От звонка на большую перемену я подскочил, как от пушечного выстрела. Поплелся искать Машу, повторяя про себя несколько заученных фраз из репертуара Майка. Так задумался, что когда спускался по лестнице, чуть не сбил с ног какую-то девчонку. У той из рук вылетели свернутые трубочкой листы ватмана и какие-то тубусы. Один тубус поскакал по ступенькам, я за ним погнался, чуть не навернулся, принес назад, подбирая по дороге остальную бумагу. Крышка у тубуса отлетела, я потянул за уголок – внутри был рисунок. Остальные листы тоже оказались гуашами и акварелями. Девчонка что-то досадливо шипела, но без 'куда прешься?!' и 'акуел, что ли?!' дело обошлось. Она просто собирала рисунки и недовольно на меня поглядывала. А, одна из Вероник с нашего курса, у Майка она на тридцать какой-то позиции. Скуластая, смуглая, коса до пояса, а в остальном самая обычная – Майку такие не нравятся.
– Извиняюсь, – сказал я, – задумался.
– Я в восторге, – сердито сказала девчонка. – Как мне теперь в этом разобраться? У меня наверху были те, что наверх, а внизу – те, что на низ.
– На низ чего? – тупо спросил я, подбирая несколько трубочек, отлетевших к стене.
– Стенда. В вестибюле. Это детские рисунки. Ты что не знал? В универе конкурс проводится, детской живописи, на тему 'Зачем нужны университеты?'
– Не знал. А это? – я показал тубус, внутри которого рисунок был явно не детским.
– Это мое, – девчонка протянула руку, забрала тубус и похлопала край трубки ладонью, чтобы закрыть крышку.
– Да что ты? – заинтересованно протянул я. – Покажи.
– Зачем?
– Интересуюсь живописью, – соврал я и добавил, уже честно, – моя тетя – художница.
– Мило, – сказала Вероника, подумала, потом неуверенно сообщила, – если что, мои рисунки у нас в малом конференц зале висят, можешь зайти и посмотреть, а мне некогда.
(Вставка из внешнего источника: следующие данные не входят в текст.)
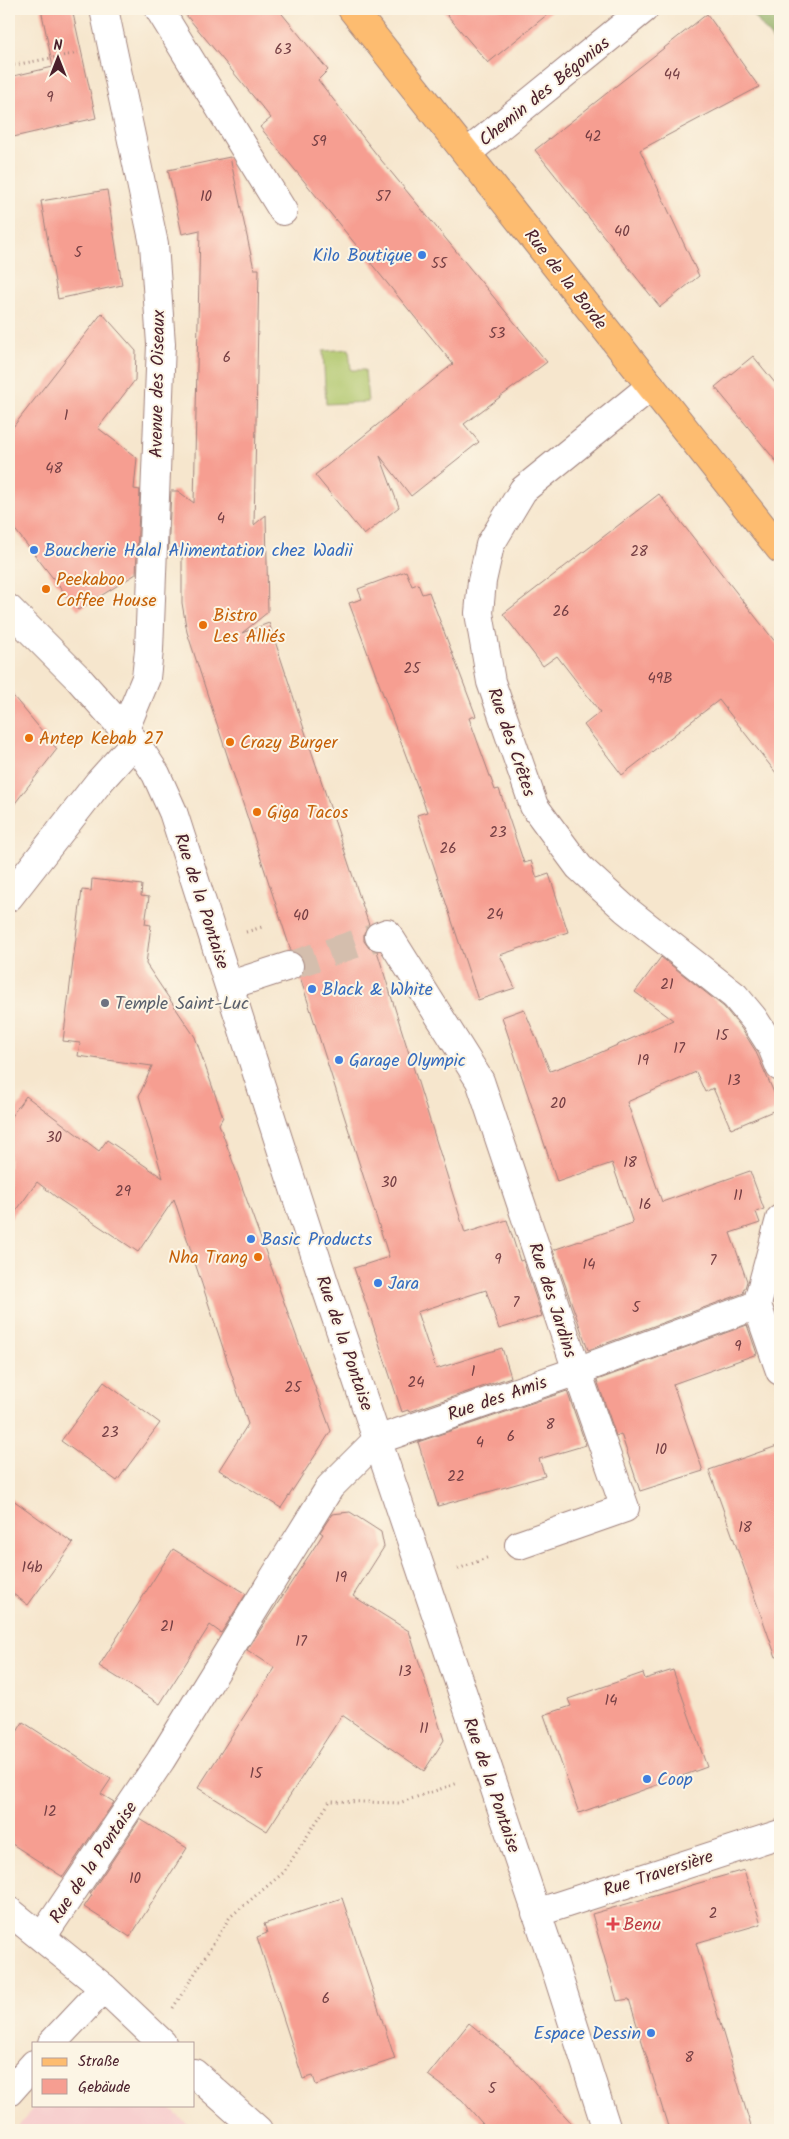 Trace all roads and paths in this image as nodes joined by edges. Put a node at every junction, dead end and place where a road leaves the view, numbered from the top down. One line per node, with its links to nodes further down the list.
1 (159, 9): 8 (street)
2 (352, 9): 7 (main road, Rue de la Borde)
3 (644, 9): 7 (street, Chemin des Bégonias)
4 (104, 11): 12 (street, Avenue des Oiseaux)
5 (84, 52): 6 (path)
6 (9, 66)
7 (467, 153): 9 (main road, Rue de la Borde)
8 (283, 211)
9 (651, 386): 10 (main road, Rue de la Borde); 17 (street, Rue des Crêtes)
10 (780, 549)
11 (9, 609): 12 (street, Rue de la Pontaise)
12 (130, 736): 13 (street, Avenue des Oiseaux); 16 (street, Rue de la Pontaise)
13 (9, 897)
14 (378, 936): 20 (street, Rue des Jardins)
15 (289, 966): 16 (street)
16 (230, 985): 22 (street, Rue de la Pontaise)
17 (780, 1067)
18 (780, 1219): 19 (street)
19 (757, 1304): 20 (street, Rue des Amis); 21 (street)
20 (577, 1371): 22 (street, Rue des Amis); 23 (street, Rue des Jardins)
21 (780, 1371)
22 (377, 1440): 28 (street, Rue de la Pontaise); 29 (street, Rue de la Pontaise)
23 (519, 1546): 24 (path)
24 (451, 1572)
25 (459, 1782): 31 (path)
26 (780, 1834): 28 (street, Rue Traversière)
27 (9, 1911): 29 (street)
28 (536, 1913): 37 (street, Rue de la Pontaise)
29 (42, 1937): 30 (street)
30 (104, 1988): 31 (street); 32 (street)
31 (158, 2040)
32 (53, 2042)
33 (32, 2066): 35 (street)
34 (195, 2074): 36 (street)
35 (9, 2092)
36 (258, 2130)
37 (607, 2130)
– Давай помогу донести, – предложил я.
– Ну, донеси, – пожала плечом однокурсница.
Мы спустились в вестибюль, и я помог Веронике приколоть рисунки кнопками к стенду. Дети рисовали всякий бред. В их представлении учеба в универе – увлекательнейшее занятие, а все студенты – розовые человечки с прямоугольными шапочками на головах. Один мальчик по имени Степан нарисовал человечка с мешком денег в руках. Купюры, почему-то зеленые и со знаком доллара, так из мешка и сыпались. Непонятно, что мальчик имел в виду: то ли, что выпускники после универа рубят бабло мешками (ох, Степа, ждут тебя еще в жизни неприятные открытия), то ли, что обучение у нас стоит нехренастых денег ( в этом случае, Степан, ты не по годам развитой ребенок).